Your copy should match the listing below word for word, with no images in it.

» **Input data**
==*==

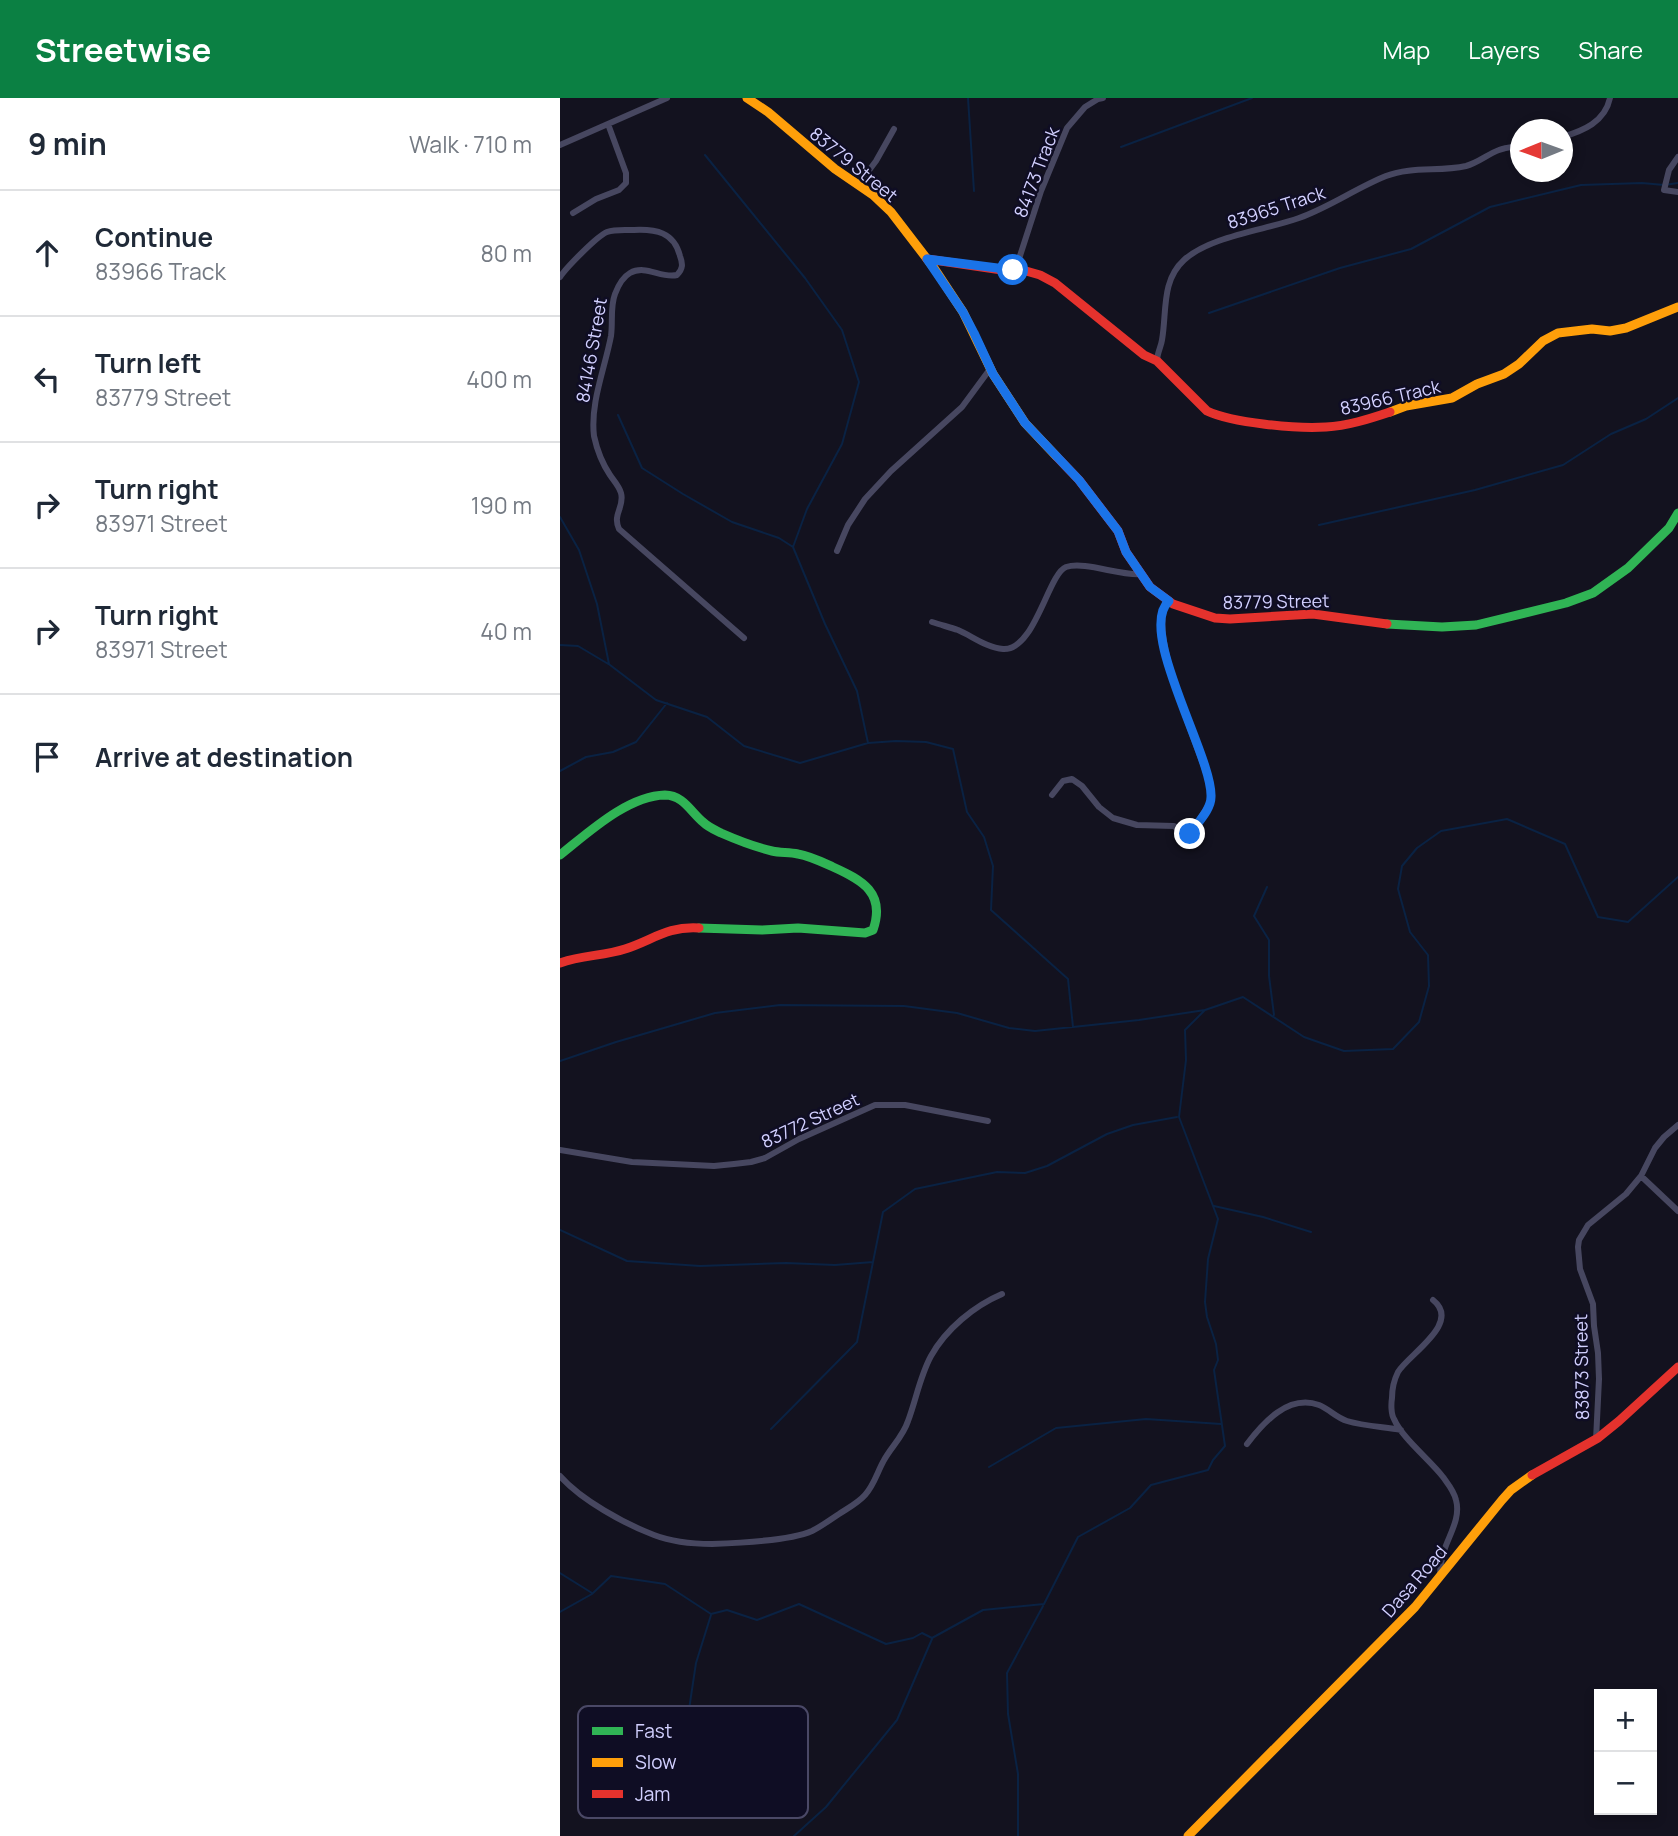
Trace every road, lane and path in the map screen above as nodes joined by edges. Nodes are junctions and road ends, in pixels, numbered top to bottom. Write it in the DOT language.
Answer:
graph roads {
  1 [pos="667,98"];
  2 [pos="747,98"];
  3 [pos="1100,98"];
  4 [pos="1610,98"];
  5 [pos="608,124"];
  6 [pos="894,129"];
  7 [pos="1573,134"];
  8 [pos="560,145"];
  9 [pos="1510,148"];
  10 [pos="1678,157"];
  11 [pos="858,185"];
  12 [pos="1678,192"];
  13 [pos="573,213"];
  14 [pos="927,259"];
  15 [pos="1013,270"];
  16 [pos="560,277"];
  17 [pos="1678,307"];
  18 [pos="1157,361"];
  19 [pos="990,369"];
  20 [pos="1678,513"];
  21 [pos="1678,523"];
  22 [pos="1669,528"];
  23 [pos="837,551"];
  24 [pos="1141,574"];
  25 [pos="1169,601"];
  26 [pos="932,622"];
  27 [pos="744,638"];
  28 [pos="1052,795"];
  29 [pos="560,855"];
  30 [pos="560,963"];
  31 [pos="988,1121"];
  32 [pos="1678,1125"];
  33 [pos="560,1150"];
  34 [pos="1641,1176"];
  35 [pos="1678,1211"];
  36 [pos="1002,1294"];
  37 [pos="1433,1300"];
  38 [pos="1678,1367"];
  39 [pos="1401,1430"];
  40 [pos="1596,1440"];
  41 [pos="1247,1444"];
  42 [pos="560,1476"];
  43 [pos="1440,1580"];
  44 [pos="1188,1836"];
  1 -- 5 [label="street"];
  2 -- 11 [label="street, 83779 Street"];
  3 -- 15 [label="street, 84173 Track"];
  4 -- 7 [label="street"];
  5 -- 8 [label="street"];
  5 -- 13 [label="street"];
  6 -- 11 [label="street"];
  9 -- 18 [label="street, 83965 Track"];
  10 -- 12 [label="street"];
  11 -- 14 [label="street, 83779 Street"];
  14 -- 15 [label="street, 83966 Track"];
  14 -- 19 [label="street, 83779 Street"];
  15 -- 18 [label="street, 83966 Track"];
  16 -- 27 [label="street, 84146 Street"];
  17 -- 18 [label="street, 83966 Track"];
  19 -- 23 [label="street"];
  19 -- 24 [label="street, 83779 Street"];
  20 -- 22 [label="street, 83779 Street"];
  21 -- 22 [label="street"];
  22 -- 25 [label="street, 83779 Street"];
  24 -- 25 [label="street, 83779 Street"];
  24 -- 26 [label="street"];
  25 -- 28 [label="street"];
  29 -- 30 [label="street"];
  31 -- 33 [label="street, 83772 Street"];
  32 -- 34 [label="street, 83873 Street"];
  34 -- 35 [label="street"];
  34 -- 40 [label="street, 83873 Street"];
  36 -- 42 [label="street"];
  37 -- 39 [label="street"];
  38 -- 40 [label="street, Dasa Road"];
  39 -- 41 [label="street"];
  39 -- 43 [label="street"];
  40 -- 43 [label="street, Dasa Road"];
  43 -- 44 [label="street, Dasa Road"];
}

==*==

» **Exercise result**
Trace every road, lane and path in the map screen above as nodes joined by edges. Nodes are junctions and road ends, in pixels, numbered top to bottom. Write it in the DOT language.
Answer:
graph roads {
  1 [pos="667,98"];
  2 [pos="747,98"];
  3 [pos="1100,98"];
  4 [pos="1610,98"];
  5 [pos="608,124"];
  6 [pos="894,129"];
  7 [pos="1573,134"];
  8 [pos="560,145"];
  9 [pos="1510,148"];
  10 [pos="1678,157"];
  11 [pos="858,185"];
  12 [pos="1678,192"];
  13 [pos="573,213"];
  14 [pos="927,259"];
  15 [pos="1013,270"];
  16 [pos="560,277"];
  17 [pos="1678,307"];
  18 [pos="1157,361"];
  19 [pos="990,369"];
  20 [pos="1678,513"];
  21 [pos="1678,523"];
  22 [pos="1669,528"];
  23 [pos="837,551"];
  24 [pos="1141,574"];
  25 [pos="1169,601"];
  26 [pos="932,622"];
  27 [pos="744,638"];
  28 [pos="1052,795"];
  29 [pos="560,855"];
  30 [pos="560,963"];
  31 [pos="988,1121"];
  32 [pos="1678,1125"];
  33 [pos="560,1150"];
  34 [pos="1641,1176"];
  35 [pos="1678,1211"];
  36 [pos="1002,1294"];
  37 [pos="1433,1300"];
  38 [pos="1678,1367"];
  39 [pos="1401,1430"];
  40 [pos="1596,1440"];
  41 [pos="1247,1444"];
  42 [pos="560,1476"];
  43 [pos="1440,1580"];
  44 [pos="1188,1836"];
  1 -- 5 [label="street"];
  2 -- 11 [label="street, 83779 Street"];
  3 -- 15 [label="street, 84173 Track"];
  4 -- 7 [label="street"];
  5 -- 8 [label="street"];
  5 -- 13 [label="street"];
  6 -- 11 [label="street"];
  9 -- 18 [label="street, 83965 Track"];
  10 -- 12 [label="street"];
  11 -- 14 [label="street, 83779 Street"];
  14 -- 15 [label="street, 83966 Track"];
  14 -- 19 [label="street, 83779 Street"];
  15 -- 18 [label="street, 83966 Track"];
  16 -- 27 [label="street, 84146 Street"];
  17 -- 18 [label="street, 83966 Track"];
  19 -- 23 [label="street"];
  19 -- 24 [label="street, 83779 Street"];
  20 -- 22 [label="street, 83779 Street"];
  21 -- 22 [label="street"];
  22 -- 25 [label="street, 83779 Street"];
  24 -- 25 [label="street, 83779 Street"];
  24 -- 26 [label="street"];
  25 -- 28 [label="street"];
  29 -- 30 [label="street"];
  31 -- 33 [label="street, 83772 Street"];
  32 -- 34 [label="street, 83873 Street"];
  34 -- 35 [label="street"];
  34 -- 40 [label="street, 83873 Street"];
  36 -- 42 [label="street"];
  37 -- 39 [label="street"];
  38 -- 40 [label="street, Dasa Road"];
  39 -- 41 [label="street"];
  39 -- 43 [label="street"];
  40 -- 43 [label="street, Dasa Road"];
  43 -- 44 [label="street, Dasa Road"];
}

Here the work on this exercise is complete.